Haley passed away, but God used the song for the good of others and for His glory.
“‘Peace’ became probably one of my first kind of pieces that just came from the highest Heaven,” he said. “I just knew that Haley knew a peace that she would want us to know.”
That experience led Stanton to create his nonprofit music ministry, Music to Light the World, in 2004, which has donated 75,000 CDs to cancer centers and hospitals. The ministry has also donated more than $50,000 to Family Legacy, a non-profit ministry that gives orphans in Zambia access to nutritious food and a Christian education. At the end of 2025, that same mission and vision to glorify God and refresh the soul through Scripture-inspired music will be called Sky Whisper Sound, LLC.
“The name of my studio is Sky Whisper Sound, which is a phrase expressing God’s voice, His gentle whisper, His still small voice in a noisy world,” Stanton said.
Life surrendered to God
Though Stanton has been playing piano since he was 6, it wasn’t something he thought would be possible as a career until years into other jobs.
He earned a chemistry degree at Georgia Tech and an MBA at the University of Georgia, then worked in consulting and insurance.
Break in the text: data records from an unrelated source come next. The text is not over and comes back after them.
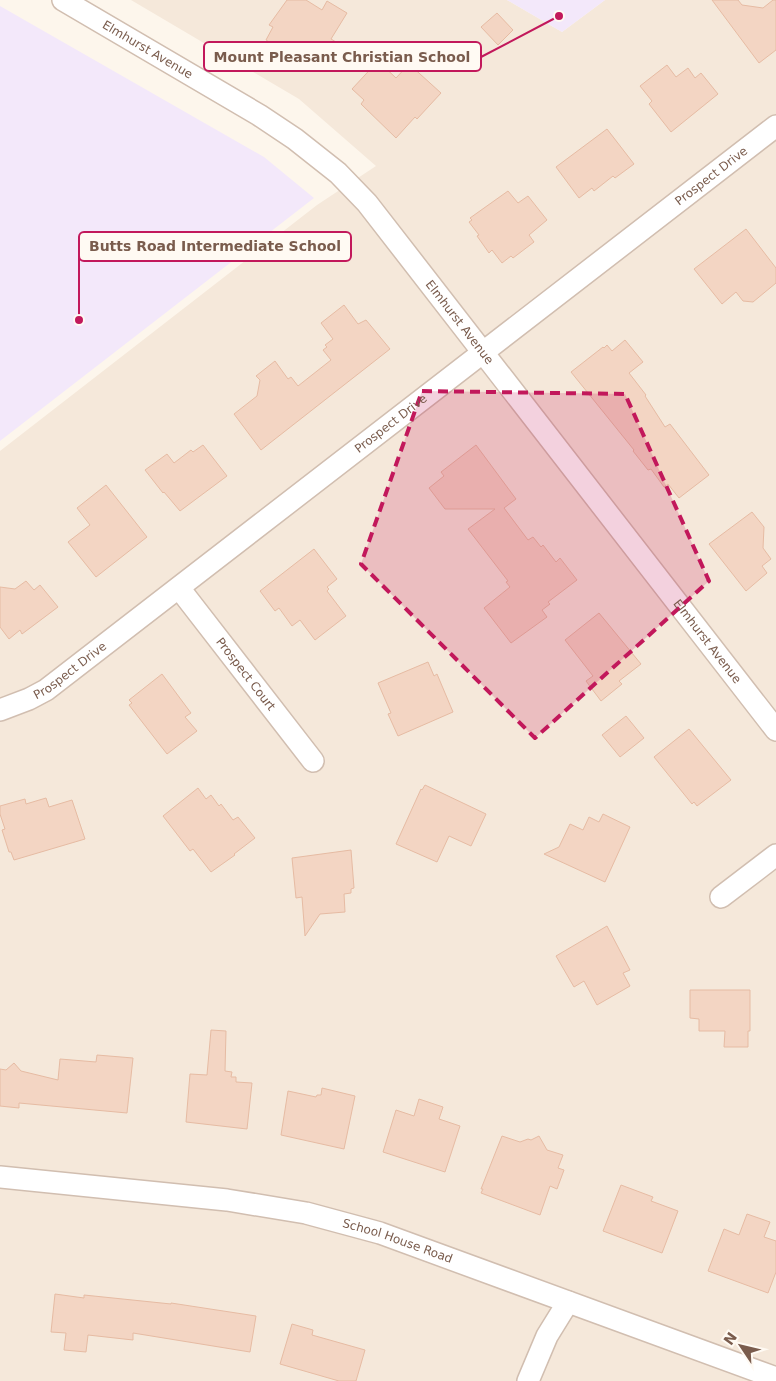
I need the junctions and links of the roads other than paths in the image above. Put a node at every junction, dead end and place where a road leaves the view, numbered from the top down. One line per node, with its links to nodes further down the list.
1 (63, 0): 3 (street, Elmhurst Avenue)
2 (776, 126): 3 (street, Prospect Drive)
3 (484, 353): 4 (street, Prospect Drive); 6 (street, Elmhurst Avenue)
4 (178, 588): 5 (street, Prospect Drive); 7 (street, Prospect Court)
5 (0, 710)
6 (776, 730)
7 (312, 761)
8 (776, 855): 9 (street)
9 (721, 897)
10 (0, 1177): 11 (street, School House Road)
11 (568, 1302): 12 (street, School House Road); 13 (street)
12 (776, 1378)
13 (528, 1381)

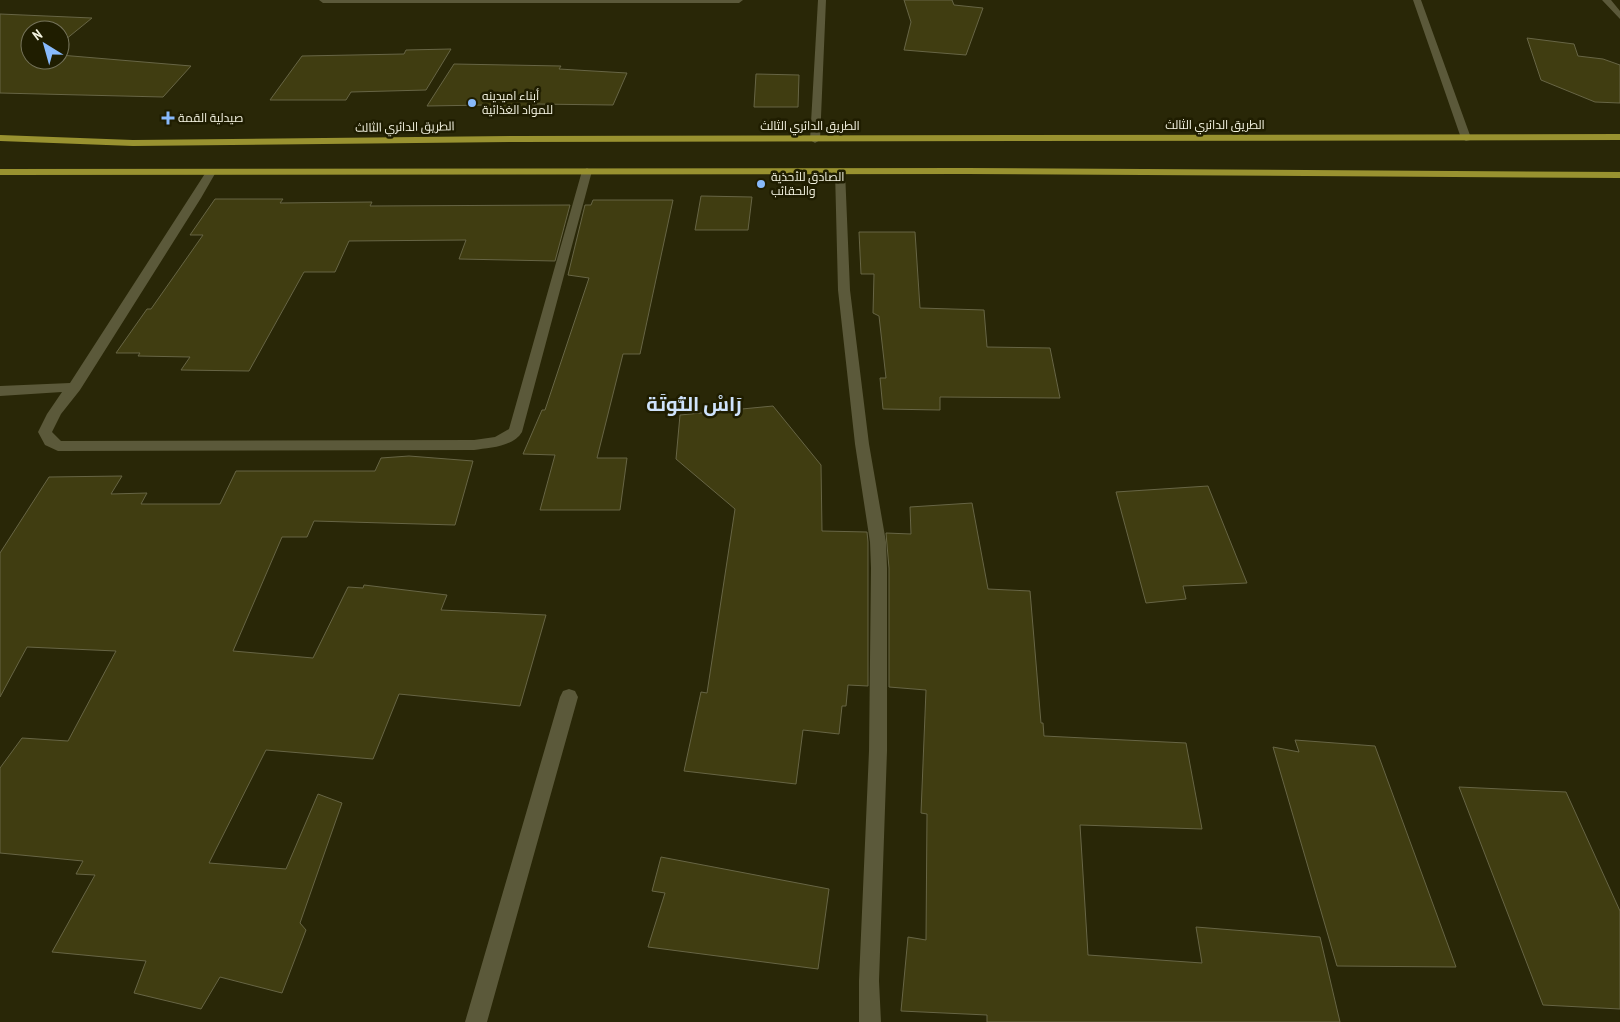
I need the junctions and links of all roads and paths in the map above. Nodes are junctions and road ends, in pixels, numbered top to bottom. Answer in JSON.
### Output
{"nodes":[{"id":1,"x":322,"y":0,"type":"edge"},
{"id":2,"x":739,"y":0,"type":"edge"},
{"id":3,"x":822,"y":0,"type":"edge"},
{"id":4,"x":1418,"y":0,"type":"edge"},
{"id":5,"x":1606,"y":0,"type":"edge"},
{"id":6,"x":1620,"y":16,"type":"edge"},
{"id":7,"x":1620,"y":137,"type":"edge"},
{"id":8,"x":0,"y":138,"type":"edge"},
{"id":9,"x":1466,"y":138,"type":"junction"},
{"id":10,"x":815,"y":140,"type":"junction"},
{"id":11,"x":587,"y":171,"type":"junction"},
{"id":12,"x":840,"y":171,"type":"junction"},
{"id":13,"x":0,"y":172,"type":"edge"},
{"id":14,"x":211,"y":172,"type":"junction"},
{"id":15,"x":1620,"y":175,"type":"edge"},
{"id":16,"x":75,"y":387,"type":"junction"},
{"id":17,"x":0,"y":391,"type":"edge"},
{"id":18,"x":569,"y":697,"type":"dead end"},
{"id":19,"x":476,"y":1022,"type":"edge"},
{"id":20,"x":870,"y":1022,"type":"edge"}],
"edges":[{"from":1,"to":2,"type":"street"},
{"from":3,"to":10,"type":"street"},
{"from":4,"to":9,"type":"street"},
{"from":5,"to":6,"type":"street"},
{"from":7,"to":9,"type":"main road","name":"الطريق الدائري الثالث"},
{"from":8,"to":10,"type":"main road","name":"الطريق الدائري الثالث"},
{"from":9,"to":10,"type":"main road","name":"الطريق الدائري الثالث"},
{"from":11,"to":12,"type":"main road"},
{"from":11,"to":14,"type":"main road"},
{"from":11,"to":16,"type":"street"},
{"from":12,"to":15,"type":"main road"},
{"from":12,"to":20,"type":"street"},
{"from":13,"to":14,"type":"main road"},
{"from":14,"to":16,"type":"street"},
{"from":16,"to":17,"type":"street"},
{"from":18,"to":19,"type":"street"}]}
After surrendering his work to the Lord, God led him to a financial planning career for a Christian company.
The faith-centric part of that job equipped Stanton and Lorie for 10 years before he was ready to become a full-time composer.
“I’m at a stage now where I’m available and willing, but I’m not chasing, I’m not striving,” he said. “This is what God did in my life, that instead of striving to achieve, which I did up until I was 30, God showed me that I needed to abide, to receive.”
The analytical and mathematical factors of financing and chemistry feed into his very detailed composition work.
Co-creating with God
Stanton doesn’t have to be sitting in front of a piano to compose music. He only needs a mind ready to receive the beauty the Lord shows him as he reads or meditates on God’s Word. He can be driving around town or going for a walk and hear music in his head before he touches the first key.
“I don’t have to have a piano or sheet music in front of me,” he said. “I just have this ability that started when I was 14 to find melodies. What’s beautiful is to have God’s Word in front of me and notice how a passage or some verses have themes, and I see if there might be something lyrical that comes out of those words into music.”
It’s praise and worship to our Creator, but Stanton also calls it “co-creating with God.”
“My heart is to create with the Lord,” he said. “He’s the Creator with the big ‘C’ and we’re like little ‘c’ creators.”
When he composes, Stanton said half of the time the notes are singing the verse and the other half he is looking at the verse to see if there’s a tune that might come out of it.
“Sometimes God brings down a tune that’s just speaking that theme,” he said.
Beauty as an apologetic
All of Stanton’s music is instrumental, though he does occasionally use vocals without words. His music heavily features piano but also uses cello, English horn, flugel horn, and orchestra to add cinematic elements to the experience.
Today, he said, his music gets millions of streams on varying music platforms and views on YouTube each month from around the world.
“Here we are 21 years after going full-time and there’s millions of people listening around the world,” he said. “There’s no language barrier because there’s no English song lyric. It’s not American music. It’s not English. It’s the Holy Spirit.”
Stanton has been influenced by Atlanta Bible teacher Ken Boa, who has talked a lot over the last few years about how beauty is becoming a “significant apologetic.”
“It’s not explaining the Gospel or defending the Christian faith like apologetics, but if, as believers, we can point to beauty and talk about beauty in the context of the Gospel, and it is from God and through Christ, (then) beauty can win hearts,” he said. “It can nudge people closer.”
How to pray:
- For God to draw many more hearts toward Christ around the world through Scripture-inspired instrumental music.
- For God’s blessings over Stanton and Lorie’s local church ministry through Bible study and mentoring of engaged couples.
- For God to continue revealing His plans and purposes for Stanton and Lorie with their empty-nest years, fully engaged and joyful in their obedience to Him.